On the river bank a boy sat watching the slender birch canoes bobbing about in the swift current. The fresh wind reddened his cheeks and the roaring of the rapids filled his ears. Eagerly his eyes followed the movements of the canoes daringly poised in the stream just below the tossing, foaming, white water. It was the first day of the spring fishing, and more exciting sport than this Indian white-fishing Hugh Beaupré had never seen. Three canoes were engaged in the fascinating game, two Indians in each. One knelt in the stern with his paddle. The other stood erect in the bow, a slender pole fully ten feet long in his hands, balancing with extraordinary skill as the frail craft pitched about in the racing current.

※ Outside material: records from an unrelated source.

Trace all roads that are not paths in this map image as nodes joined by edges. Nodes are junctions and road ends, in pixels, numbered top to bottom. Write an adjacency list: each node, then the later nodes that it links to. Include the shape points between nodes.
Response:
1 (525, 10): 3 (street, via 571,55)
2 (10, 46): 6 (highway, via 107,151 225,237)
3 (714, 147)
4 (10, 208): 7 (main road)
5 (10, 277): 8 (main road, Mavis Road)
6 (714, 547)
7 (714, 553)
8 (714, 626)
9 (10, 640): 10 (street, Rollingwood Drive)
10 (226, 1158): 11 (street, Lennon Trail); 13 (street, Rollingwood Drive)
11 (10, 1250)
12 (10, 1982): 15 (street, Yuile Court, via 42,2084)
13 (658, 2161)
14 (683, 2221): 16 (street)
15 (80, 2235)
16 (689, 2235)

The standing Indian in the nearest canoe was a fine figure of a young man, in close-fitting buckskin leggings, his slender, muscular, bronze body stripped to the waist. Above his black head, bent a little as he gazed intently down into the clear water, gulls wheeled and screamed in anger at the invasion of their fishing ground. Suddenly the fisherman pointed, with a swift movement of his left hand, to the spot where his keen eyes had caught the gleam of a fin. Instantly his companion responded to the signal. With a quick dig and twist of the paddle blade, he shot the canoe forward at an angle. Down went the scoop net on the end of the long pole and up in one movement. A dexterous flirt of the net, and the fish, its wet, silvery sides gleaming in the sun, landed in the bottom of the boat.

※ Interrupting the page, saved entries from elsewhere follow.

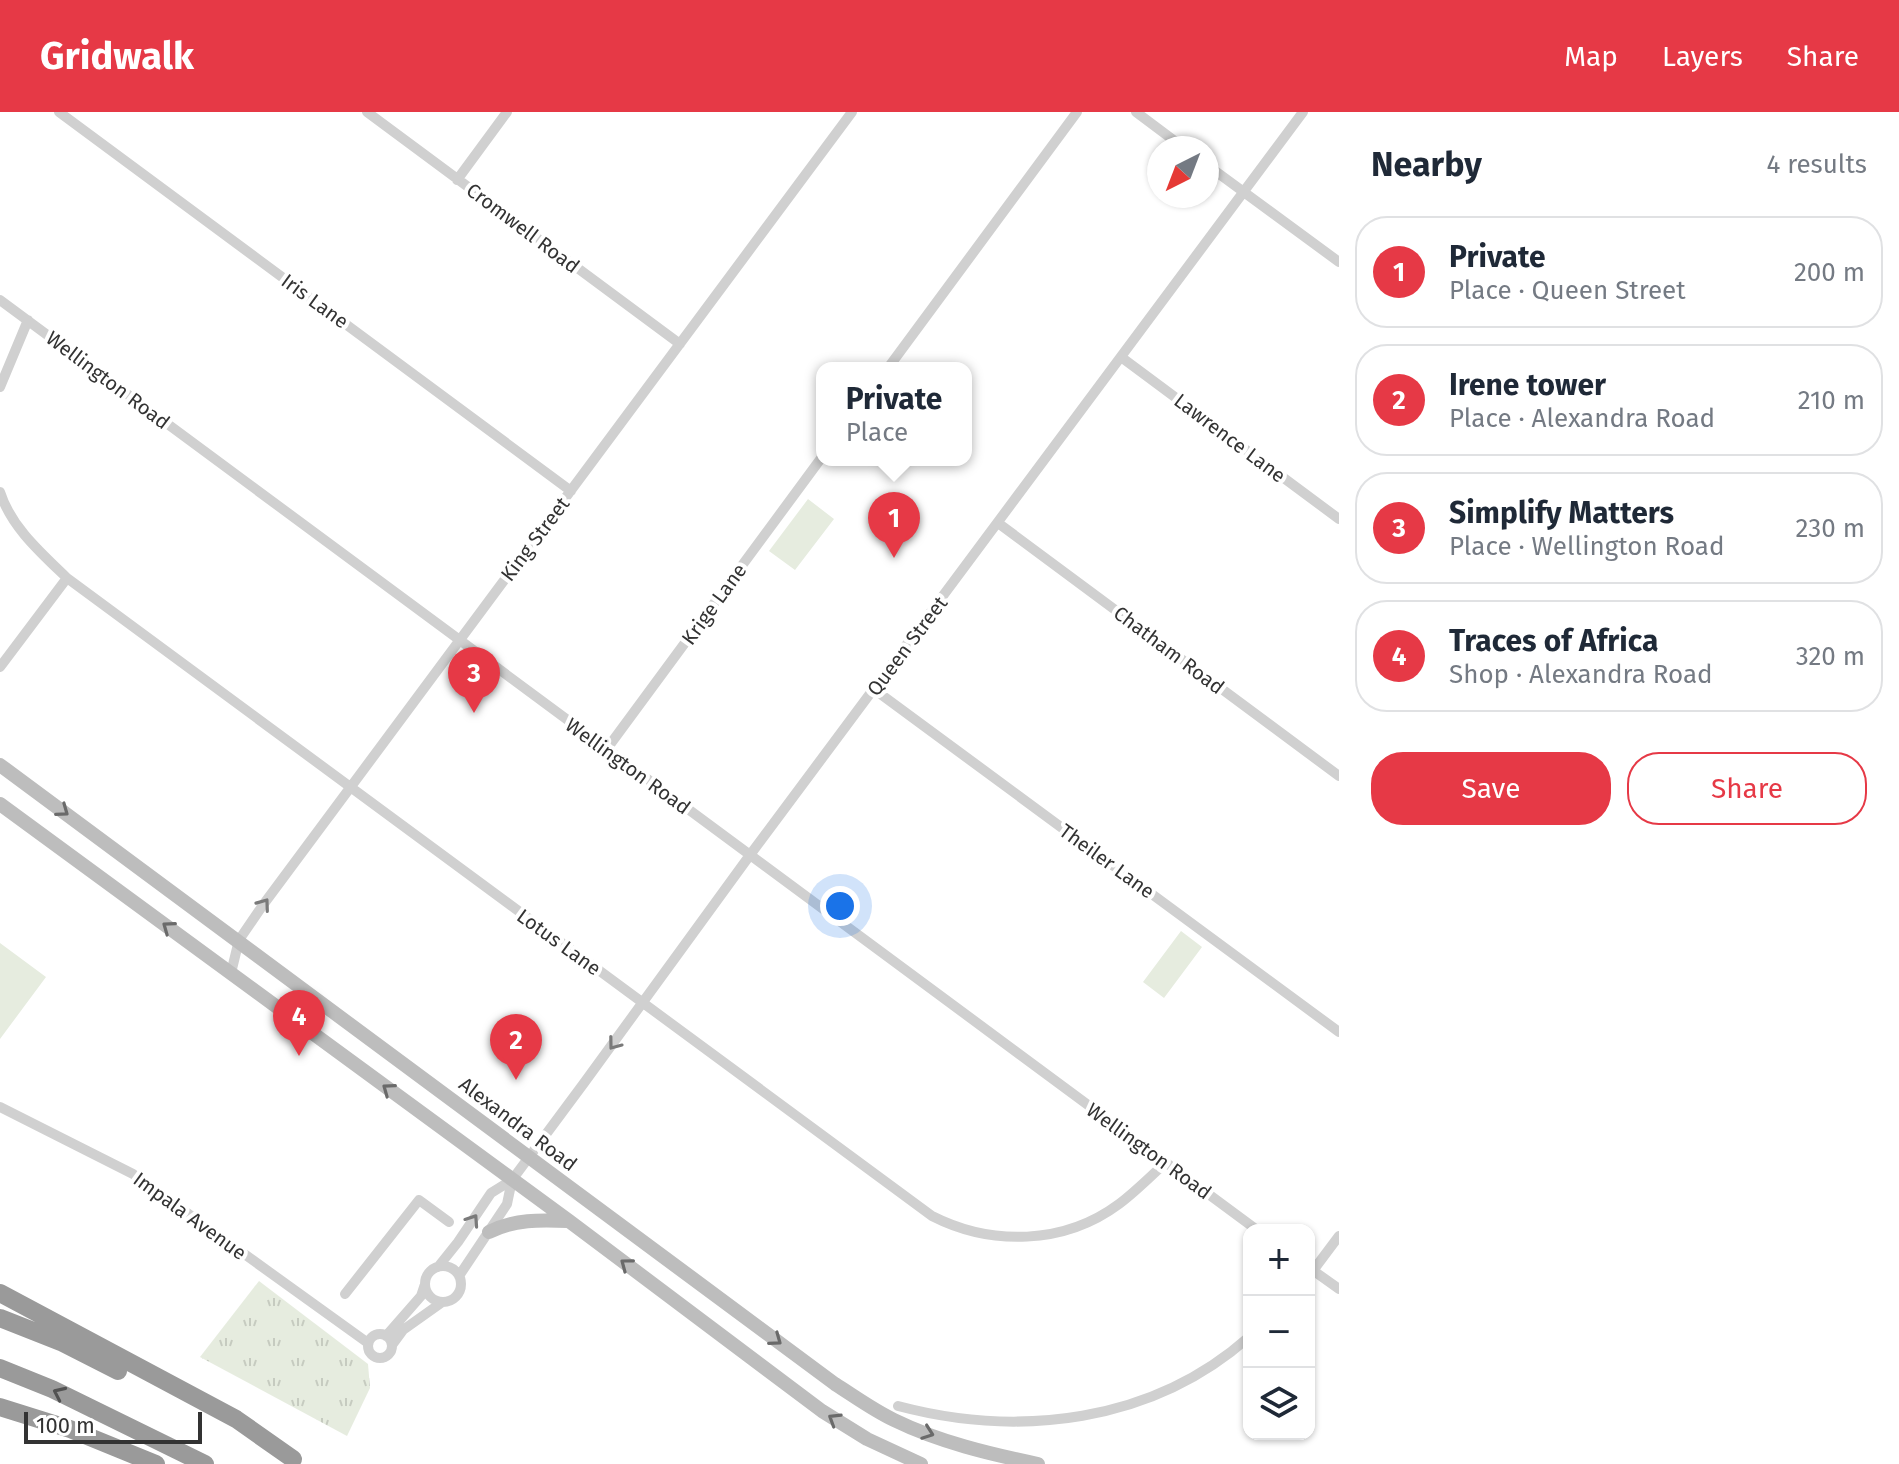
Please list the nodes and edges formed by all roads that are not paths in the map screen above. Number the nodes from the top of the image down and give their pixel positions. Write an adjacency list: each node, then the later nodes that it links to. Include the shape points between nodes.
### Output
1 (59, 112): 20 (street, Iris Lane)
2 (367, 112): 10 (street, Cromwell Road)
3 (507, 112): 10 (street)
4 (852, 112): 15 (street, King Street)
5 (1077, 112): 17 (street)
6 (1136, 112): 8 (street)
7 (1303, 112): 11 (street, Queen Street)
8 (1168, 136)
9 (1219, 174): 11 (street)
10 (457, 180): 15 (street, Cromwell Road)
11 (1244, 192): 12 (street); 16 (street, Queen Street)
12 (1339, 262)
13 (0, 300): 14 (street, Wellington Road)
14 (28, 320): 18 (street); 25 (street, Wellington Road)
15 (680, 344): 20 (street, King Street)
16 (1121, 357): 22 (street, Lawrence Lane); 23 (street, Queen Street)
17 (892, 362)
18 (0, 387)
19 (816, 465): 28 (street, Krige Lane)
20 (571, 491): 25 (street, King Street)
21 (0, 492): 24 (street, Lotus Lane, via 24,534)
22 (1339, 519)
23 (998, 523): 27 (street, Queen Street); 30 (street, Chatham Road)
24 (67, 578): 26 (street); 31 (street, Lotus Lane)
25 (458, 640): 28 (street, Wellington Road); 31 (street, King Street)
26 (0, 667)
27 (875, 690): 35 (street, Queen Street); 39 (street, Theiler Lane)
28 (606, 750): 35 (street, Wellington Road)
29 (0, 765): 36 (main road, Alexandra Road, one-way to 36)
30 (1339, 776)
31 (350, 787): 36 (street, King Street, one-way to 31); 38 (street, Lotus Lane)
32 (0, 804): 34 (main road)
33 (0, 814): 34 (street)
34 (23, 820): 37 (main road, one-way to 34)
35 (750, 855): 38 (street, Queen Street); 42 (street, Wellington Road)
36 (239, 940): 37 (street, King Street); 41 (main road, Alexandra Road)
37 (231, 973): 43 (main road, one-way to 37)
38 (643, 1004): 41 (street, Queen Street, one-way to 41); 42 (street, Lotus Lane, via 906,1199 964,1230 1022,1238 1073,1229 1117,1206)
39 (1339, 1032)
40 (0, 1107): 61 (street, Impala Avenue, via 133,1174)
41 (528, 1158): 43 (street, Queen Street); 69 (main road, Alexandra Road, one-way to 69, via 872,1408 973,1449)
42 (1165, 1163): 46 (street, Wellington Road)
43 (512, 1180): 44 (main road); 47 (street, via 507,1204); 49 (street, one-way to 43, via 491,1193)
44 (569, 1221): 47 (main road, via 506,1223); 68 (main road, one-way to 44, via 822,1411)
45 (449, 1222): 56 (street, via 419,1200)
46 (1249, 1224)
47 (489, 1232): 52 (street)
48 (1339, 1236): 50 (street)
49 (438, 1267): 52 (street); 53 (street)
50 (1315, 1267)
51 (1315, 1274): 54 (street)
52 (459, 1276): 57 (street, via 458,1295)
53 (425, 1283): 57 (street, via 431,1298); 59 (street)
54 (1339, 1289)
55 (0, 1293): 65 (highway, via 236,1419)
56 (345, 1294)
57 (441, 1303): 59 (street)
58 (0, 1318): 65 (highway, via 61,1342)
59 (389, 1340): 61 (street, via 377,1334); 61 (street, via 388,1355 379,1358 371,1355)
60 (1243, 1342): 63 (street, via 1216,1365 1170,1390 1087,1415 1011,1423 969,1421)
61 (368, 1343)
62 (0, 1368): 67 (highway, one-way to 62)
63 (898, 1406)
64 (0, 1407): 66 (highway)
65 (297, 1462)
66 (156, 1464)
67 (205, 1464)
68 (921, 1464)
69 (1038, 1464)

The lad on the bank had been holding his breath. Now his tense watchfulness relaxed, and he glanced farther up-stream at the white water boiling over and around the black rocks. A gleam of bright red among the bushes along the shore caught his eye. The tip of a scarlet cap, then a head, appeared above the budding alders, as a man came, with swift, swinging strides, along the shore path.